Friday, December 26, 2008

christmas in seoul

tis a (relatively) well known fact that i am not a fan of christmas... not a fan of all the "things" of materialism and religiosity : "buy me this buy me that and let's remember 'the reason for the season' "

so i quite quite quite enjoyed xmas eve and xmas day here... as the only point of these two days is to meet up with friends and either go out to eat or eat at someone's house... fortunately i was able to do both :-)

my seeming lack of blogging as of late is due to having a rather constipated mind and heart... which is good... but is resulting in a lot of churning over of words and thoughts inside myself... to be spewed forth at a later date

... anyhow

life is good

and basically as my fb status says at the moment:

"there are two ways to look at the world: as if everything is a miracle or nothing is a miracle." albert einstein

(i believe the first... )


... i thought a lot about xmas in lithuania last night... and found myself missing sirvintos and the salatos.. and led zeppelin at odd hours...
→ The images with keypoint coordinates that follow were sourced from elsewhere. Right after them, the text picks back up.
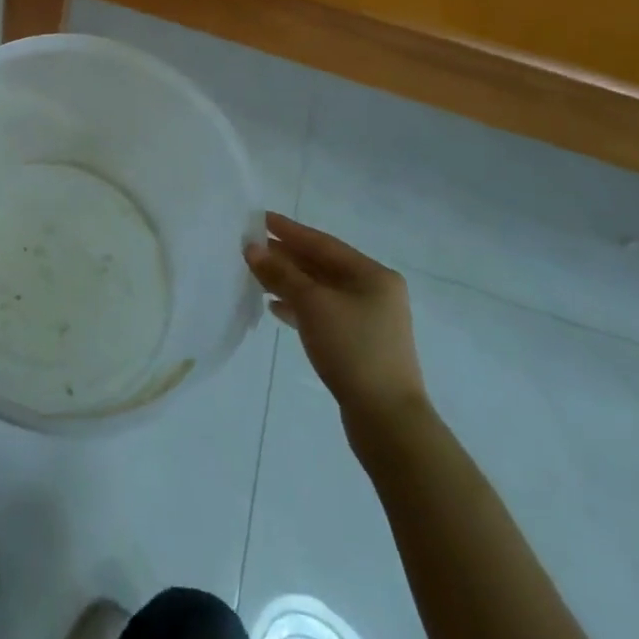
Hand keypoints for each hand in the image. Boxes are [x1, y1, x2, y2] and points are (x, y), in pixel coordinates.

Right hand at [244, 212, 428, 435]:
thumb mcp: (312, 304)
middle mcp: (374, 291)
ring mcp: (368, 319)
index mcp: (372, 274)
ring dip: (289, 282)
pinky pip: (323, 313)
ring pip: (321, 290)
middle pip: (322, 265)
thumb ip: (281, 273)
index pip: (322, 243)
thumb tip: (252, 248)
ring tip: (256, 276)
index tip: (259, 219)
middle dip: (286, 257)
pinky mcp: (359, 344)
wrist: (387, 419)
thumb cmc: (352, 349)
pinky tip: (274, 308)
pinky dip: (299, 307)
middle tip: (251, 247)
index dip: (289, 230)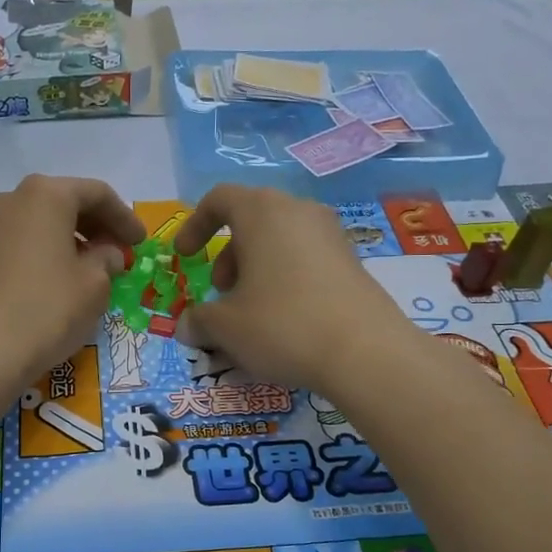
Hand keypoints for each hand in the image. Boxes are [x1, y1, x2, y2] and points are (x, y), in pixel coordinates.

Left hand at [0, 175, 144, 395]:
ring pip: (43, 220)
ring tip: (94, 266)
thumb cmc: (48, 308)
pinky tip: (62, 275)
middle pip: (66, 201)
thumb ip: (107, 259)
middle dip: (97, 225)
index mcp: (47, 194)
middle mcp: (14, 197)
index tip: (141, 242)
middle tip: (120, 251)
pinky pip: (24, 239)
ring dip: (72, 237)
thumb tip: (106, 253)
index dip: (124, 217)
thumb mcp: (94, 285)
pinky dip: (48, 249)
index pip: (97, 193)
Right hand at [172, 184, 415, 391]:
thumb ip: (198, 320)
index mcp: (262, 212)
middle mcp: (298, 211)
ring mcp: (331, 235)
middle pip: (251, 220)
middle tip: (222, 294)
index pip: (220, 199)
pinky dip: (285, 279)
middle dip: (228, 256)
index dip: (195, 225)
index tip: (185, 258)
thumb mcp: (225, 327)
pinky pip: (305, 259)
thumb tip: (188, 326)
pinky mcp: (352, 261)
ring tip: (252, 312)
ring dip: (256, 270)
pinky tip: (285, 321)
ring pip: (280, 241)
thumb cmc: (282, 324)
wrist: (365, 352)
ahh its the simplicity and quiet that i like the most about christmas... and have always done my best to seek it ... and thusfar have been quite lucky in finding it - be it in lithuania, austria, the chappelles of so cal, korea or where-ever else...

24 dec 08

at sangsu station on the way to an (overpriced) dinner in itaewon with sora and anja and others...





25 dec 08

at kim yoo min and chan-hwa's

turkey, mashed potatoes, and of course the necessary all important pickles and radish kimchi














Saturday, December 20, 2008

the river

the river
it runs deep
wide
and
dry
splitting the earth at its seams
filled with the unshed tears of
200 plus thousand ummas who weep in buried corners of their hearts

this city
country
so beautiful
cracked down its center
by a shame so deep
its own people
have dug to bury
labeling its own
"foreigners"
sending us away
oh how the world has failed its ummas
how the world has failed the children of this earth

secrets that run back to the shilla
secrets that run back 5 plus generations back
crashing up onto the highways

and i
i walk down this riverbed
sinking in its mire
few will stop to help
most will turn
blind eyes
most will say
"was not me"

whilst i point my finger saying
"i love you but you could not love me"

father forgive

riverbeds
are going to split this land
till ummas are allowed to stand heads public -
wail
and
mourn

father forgive this land
how i love it
my body knows it
i am born of it

born of this riverbed
mire
waves
shores
gutted farmlands

we're the stains
that you cannot wash or wipe away
you have denied the ummas all their tears

i am of you
i am you

purest form
that i could ever be

and in each finding
in each tear finally allowed to flow

the riverbed
begins to heal
this
land so beautiful
and its people
so

i lay down my hand
pull in my fingers
and can
no longer
blame

can only
join the ummas
and howl the tears that they were forced to send away

Thursday, December 11, 2008

3 weeks to the day

last night i
held her sadness in my arms
-she wore it like a cloak

tonight i cannot sleep
because
because
i do not know what tomorrow holds
do not know if on saturday i will knock or run

last night i held
the sadness of 200,000 ommas in my arms
even though she was not one of them

i cannot sleep
and i need sleep
i am hours deprived
but what ifs are churning
what ifs are the steady drip

and so tonight
i will go out
to forget
just for a moment
how last night
i held her
sadness in my arms

i will drown this coffee and its grounds
i will spill life onto the streets

will watch the sun rise

my feet
what will they touch upon

and will my body
remember anything?

last night
i held the sadness of my mother
in my arms
in the shape and form
of
her.

II.

the women chit chat pitter patter in their english
call me
nice things
tell me just how much an artist i must be

buy me samgyupsal
pour me shots of soju

want their pictures taken with me

want my number
want my email

want me to come back

"welcome home"
they say

"oh yes youre definitely korean" (in some ways)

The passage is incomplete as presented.